# Triangles

For your trip to Beijing, you have brought plenty of puzzle books, many of them containing challenges like the following: how many triangles can be found in Figure 1?

While these puzzles keep your interest for a while, you quickly get bored with them and instead start thinking about how you might solve them algorithmically. Who knows, maybe a problem like that will actually be used in this year’s contest. Well, guess what? Today is your lucky day!

## Input

The first line of input contains two integers $r$ and $c$ ($1 \leq r \le 3\, 000$, $1 \le c \leq 6\, 000$), specifying the picture size, where $r$ is the number of rows of vertices and $c$ is the number of columns. Following this are $2r-1$ lines, each of them having at most $2c-1$ characters. Odd lines contain grid vertices (represented as lowercase x characters) and zero or more horizontal edges, while even lines contain zero or more diagonal edges.
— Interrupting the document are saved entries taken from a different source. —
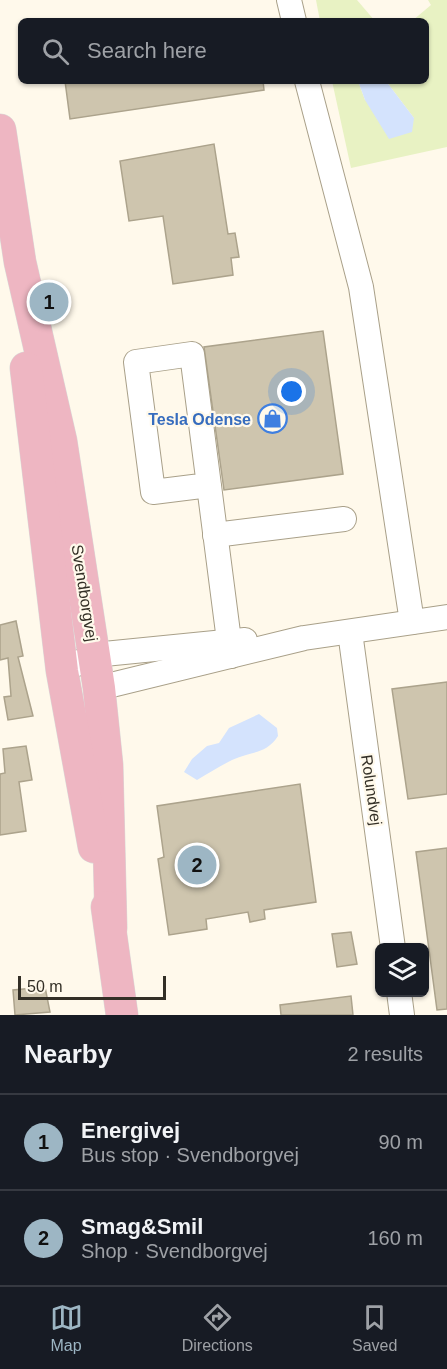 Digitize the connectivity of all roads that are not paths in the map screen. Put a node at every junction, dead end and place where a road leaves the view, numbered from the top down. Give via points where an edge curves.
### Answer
1 (290, 0) edge
2 (293, 18) edge
3 (308, 84) edge
4 (0, 130) edge
5 (20, 262) junction
6 (209, 485) junction
7 (344, 519) dead end
8 (215, 536) junction
9 (447, 617) edge
10 (411, 622) junction
11 (350, 632) junction
12 (230, 648) junction
13 (79, 662) junction
14 (99, 688) junction
15 (111, 928) junction
16 (392, 943) edge
17 (400, 997) edge
18 (122, 1015) edge
19 (402, 1015) edge

1 - 2 street
3 - 10 street via 361,287
4 - 5 main road, Svendborgvej
5 - 13 main road, Svendborgvej via 19,328
5 - 13 main road, Svendborgvej via 61,441
6 - 6 street via 192,354 136,362 153,492
6 - 8 street
7 - 8 street
8 - 12 street
9 - 10 street
10 - 11 street
11 - 12 street
11 - 16 street, Rolundvej
12 - 13 street
12 - 14 street
13 - 14 main road, Svendborgvej
13 - 15 main road, Svendborgvej via 78,766
14 - 15 main road, Svendborgvej via 107,765
15 - 18 main road, Svendborgvej
17 - 19 street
Specifically, picture lines with numbers $4k+1$ have vertices in positions $1, 5, 9, 13, \ldots$ while lines with numbers $4k+3$ have vertices in positions $3, 7, 11, 15, \ldots$ . All possible vertices are represented in the input (for example, see how Figure 1 is represented in Sample Input 2). Horizontal edges connecting neighboring vertices are represented by three dashes. Diagonal edges are represented by a single forward slash (‘/’) or backslash (‘\’) character. The edge characters will be placed exactly between the corresponding vertices. All other characters will be space characters. Note that if any input line could contain trailing whitespace, that whitespace may be omitted.

## Output

Display the number of triangles (of any size) formed by grid edges in the input picture.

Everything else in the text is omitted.